Robert Jan "Roy" van de Hoek, President
Ballona Institute
Los Angeles, California
roy@naturespeace.org
June 17, 2014
CLAMS, SOIL, ECOLOGY, CALIFORNIA, AND ROSS POHLO 50 YEARS AGO

FOREWORD
by
Roy van de Hoek

          The research of Ross Pohlo 50 years ago in 1964 was focused on California seashore wetland soils between Pacific tides at places such as Tomales Bay, Bodega Bay, Mugu Lagoon, Newport Bay, Los Angeles beaches, San Diego beaches, and Estero Beach near Ensenada at Estero del Punta Banda. Interestingly, Estero Beach is a location that has been visited by distinguished line of marine biologists and naturalists including Charles Orcutt, Edward Ricketts, George MacGinitite, and Earl Segal. I had the good fortune visit Estero Beach as a student at CSUN in my marine biology courses. In my class at CSUN with Ross Pohlo called Marine Ecology class, we also had field trips to Malibu, Jalama Beach just north of Point Conception, and to Baja California, where we traveled to San Felipe and south to Coloradito on the shores of northern Gulf of California.
          Interestingly, Ross Pohlo recognized the substrate of intertidal mudflat, whether sandy or clayey, as soil which is very prescient and accurate for a scientist to have recognized.
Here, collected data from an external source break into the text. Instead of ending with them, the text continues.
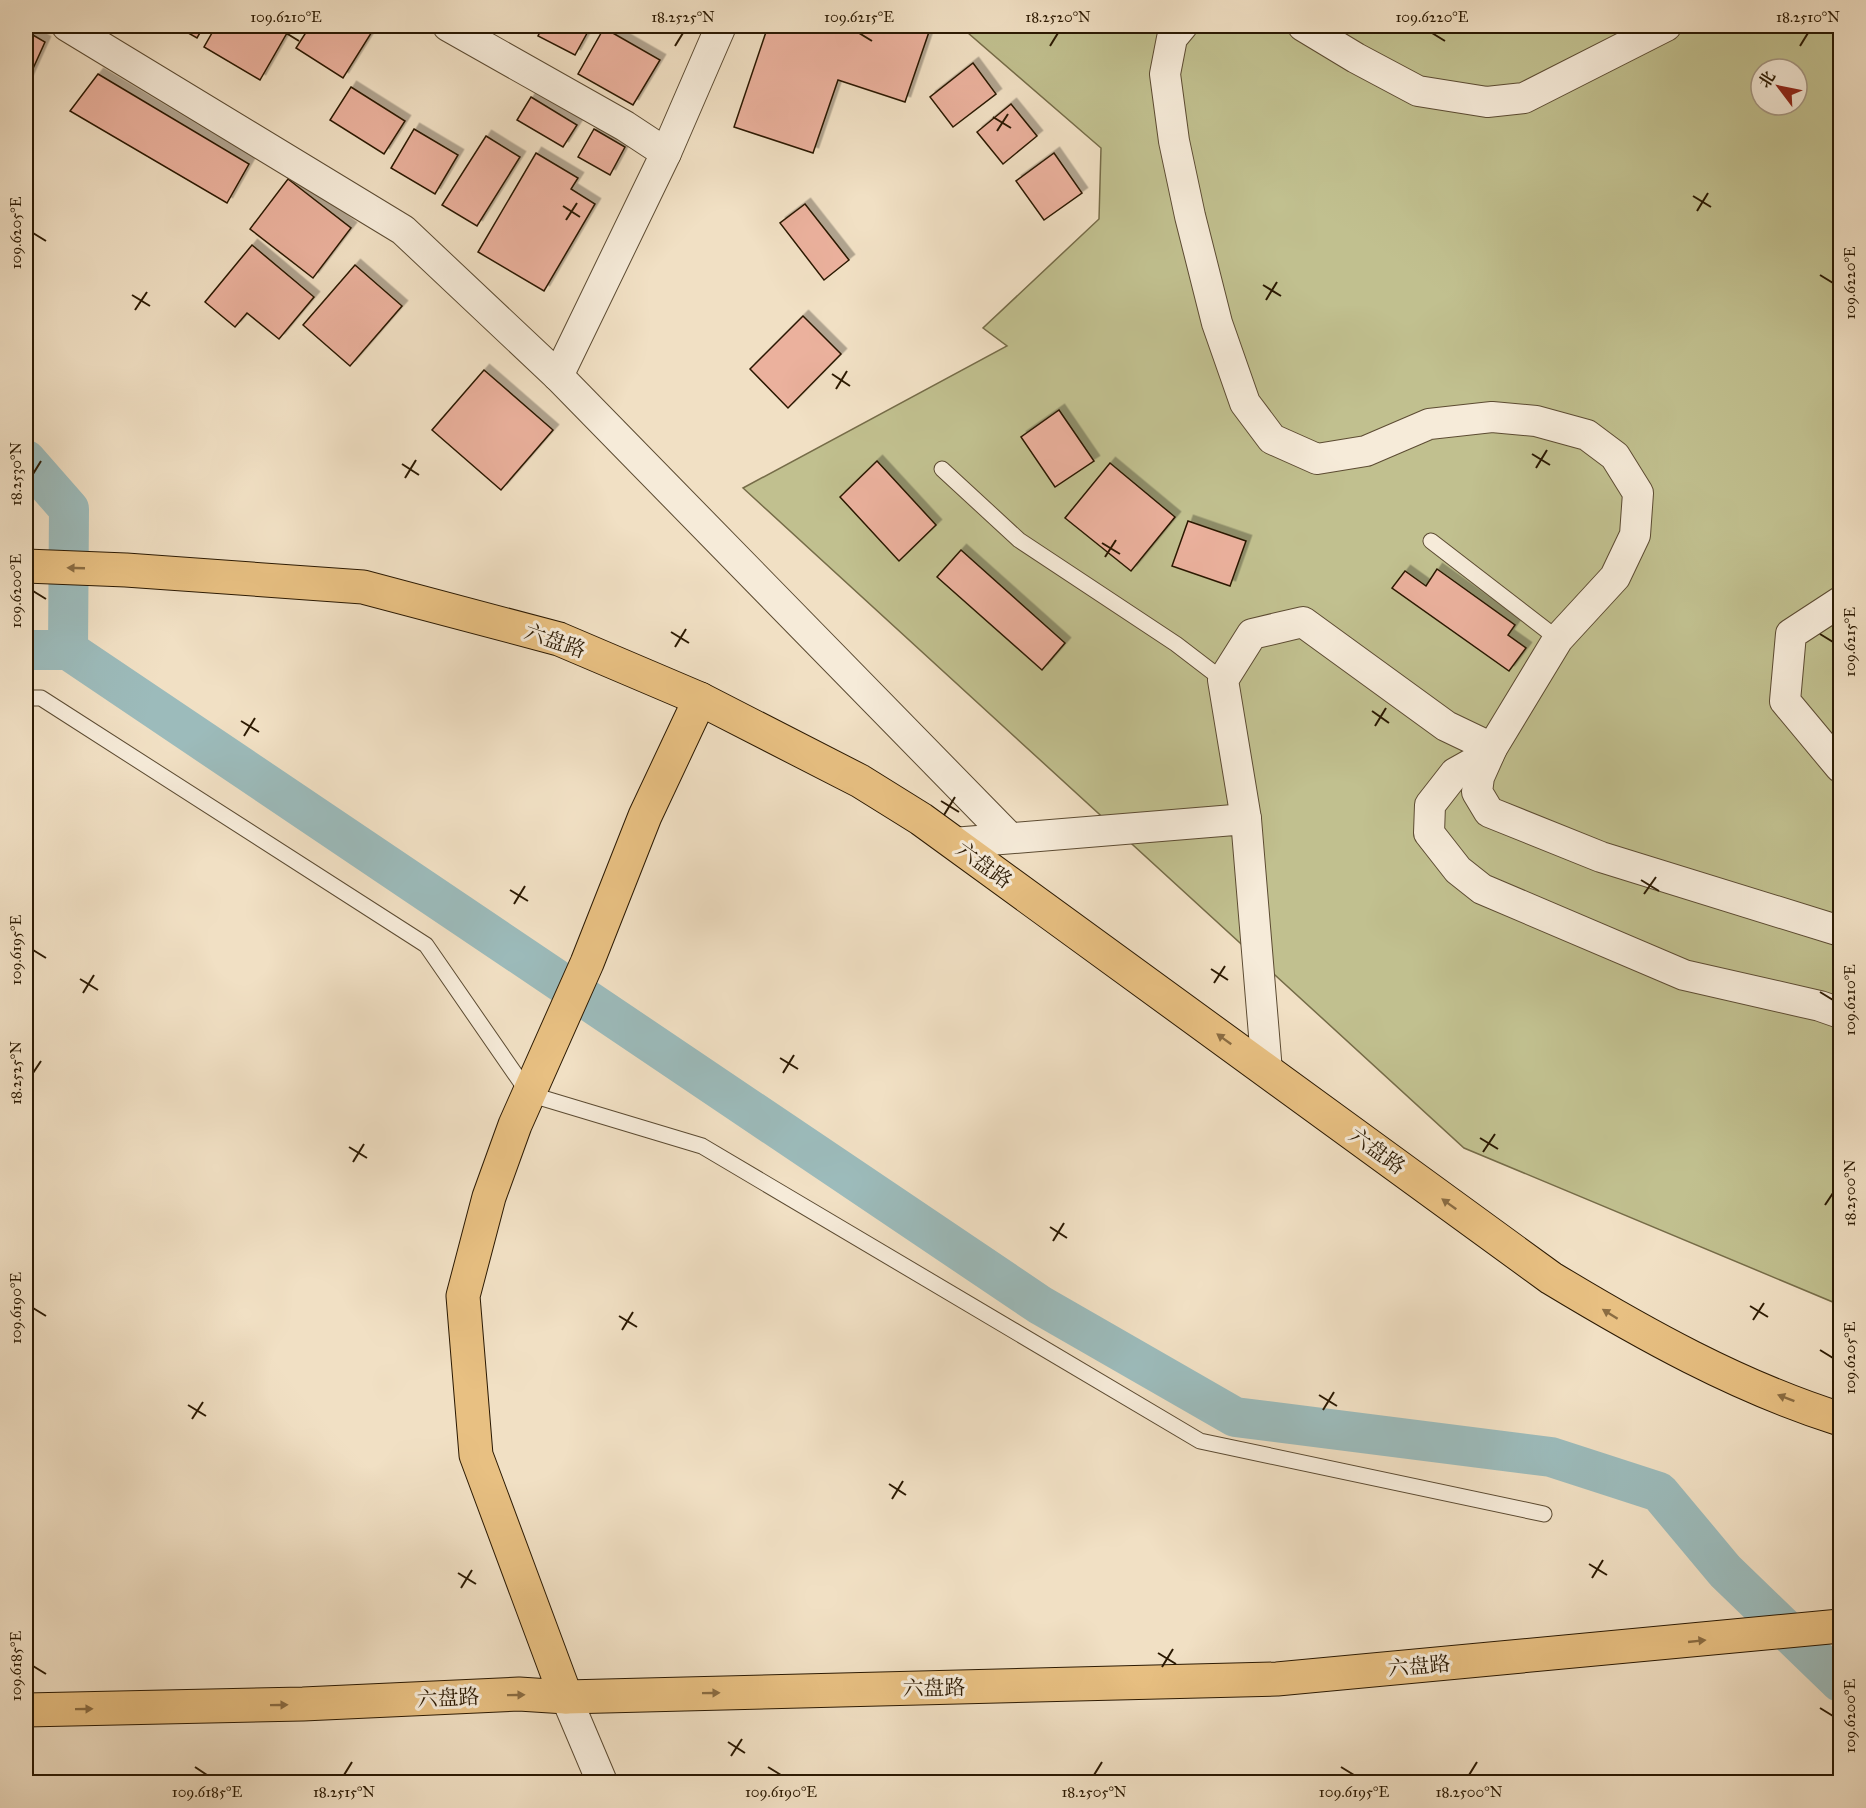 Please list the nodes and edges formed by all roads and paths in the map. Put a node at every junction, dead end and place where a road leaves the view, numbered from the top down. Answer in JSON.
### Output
{"nodes":[{"id":1,"x":67,"y":26,"type":"edge"},
{"id":2,"x":448,"y":26,"type":"edge"},
{"id":3,"x":721,"y":26,"type":"edge"},
{"id":4,"x":1182,"y":26,"type":"edge"},
{"id":5,"x":1303,"y":26,"type":"edge"},
{"id":6,"x":1666,"y":26,"type":"edge"},
{"id":7,"x":666,"y":153,"type":"junction"},
{"id":8,"x":558,"y":376,"type":"junction"},
{"id":9,"x":942,"y":469,"type":"dead end"},
{"id":10,"x":1431,"y":542,"type":"dead end"},
{"id":11,"x":26,"y":566,"type":"edge"},
{"id":12,"x":1840,"y":602,"type":"edge"},
{"id":13,"x":1558,"y":639,"type":"junction"},
{"id":14,"x":1223,"y":680,"type":"junction"},
{"id":15,"x":26,"y":698,"type":"edge"},
{"id":16,"x":700,"y":699,"type":"junction"},
{"id":17,"x":1490,"y":751,"type":"junction"},
{"id":18,"x":1840,"y":767,"type":"edge"},
{"id":19,"x":1246,"y":819,"type":"junction"},
{"id":20,"x":1010,"y":838,"type":"junction"},
{"id":21,"x":953,"y":843,"type":"junction"},
{"id":22,"x":1840,"y":931,"type":"edge"},
{"id":23,"x":1840,"y":1013,"type":"edge"},
{"id":24,"x":1267,"y":1071,"type":"junction"},
{"id":25,"x":529,"y":1094,"type":"junction"},
{"id":26,"x":1840,"y":1419,"type":"edge"},
{"id":27,"x":1544,"y":1514,"type":"dead end"},
{"id":28,"x":1840,"y":1626,"type":"edge"},
{"id":29,"x":566,"y":1697,"type":"junction"},
{"id":30,"x":26,"y":1710,"type":"edge"},
{"id":31,"x":602,"y":1782,"type":"edge"}],
"edges":[{"from":1,"to":8,"type":"street"},
{"from":2,"to":7,"type":"street"},
{"from":3,"to":7,"type":"street"},
{"from":4,"to":13,"type":"street"},
{"from":5,"to":6,"type":"street"},
{"from":7,"to":8,"type":"street"},
{"from":8,"to":20,"type":"street"},
{"from":9,"to":14,"type":"lane"},
{"from":10,"to":13,"type":"lane"},
{"from":16,"to":11,"type":"main road","name":"六盘路","one_way":true},
{"from":12,"to":18,"type":"street"},
{"from":13,"to":17,"type":"street"},
{"from":14,"to":17,"type":"street"},
{"from":14,"to":19,"type":"street"},
{"from":15,"to":25,"type":"lane"},
{"from":16,"to":21,"type":"main road","name":"六盘路"},
{"from":16,"to":25,"type":"main road"},
{"from":17,"to":22,"type":"street"},
{"from":17,"to":23,"type":"street"},
{"from":19,"to":20,"type":"street"},
{"from":19,"to":24,"type":"street"},
{"from":20,"to":21,"type":"street"},
{"from":24,"to":21,"type":"main road","name":"六盘路","one_way":true},
{"from":26,"to":24,"type":"main road","name":"六盘路","one_way":true},
{"from":25,"to":27,"type":"lane"},
{"from":25,"to":29,"type":"main road"},
{"from":29,"to":28,"type":"main road","name":"六盘路","one_way":true},
{"from":30,"to":29,"type":"main road","name":"六盘路","one_way":true},
{"from":29,"to":31,"type":"street"}]}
For example, botanists correctly recognize wetland substrate and salt marsh substrate as a soil with differing amounts of moisture but still exposed to the air directly with out water covering the surface for a portion of time either daily or seasonally. Thus intertidal mudflats which are exposed to direct air twice a day at low tide are indeed soils. I counted three times in this article that Ross used the word "soil" as a noun and one time he used "soil surface" where soil served as an adjective. Two additional times, "soil" was used as an adjective with a hyphen involved as in "water-soil interface" so that the total number times that the word "soil" was used in the article was 6 times on two pages. And the last word of the article by Ross is soil.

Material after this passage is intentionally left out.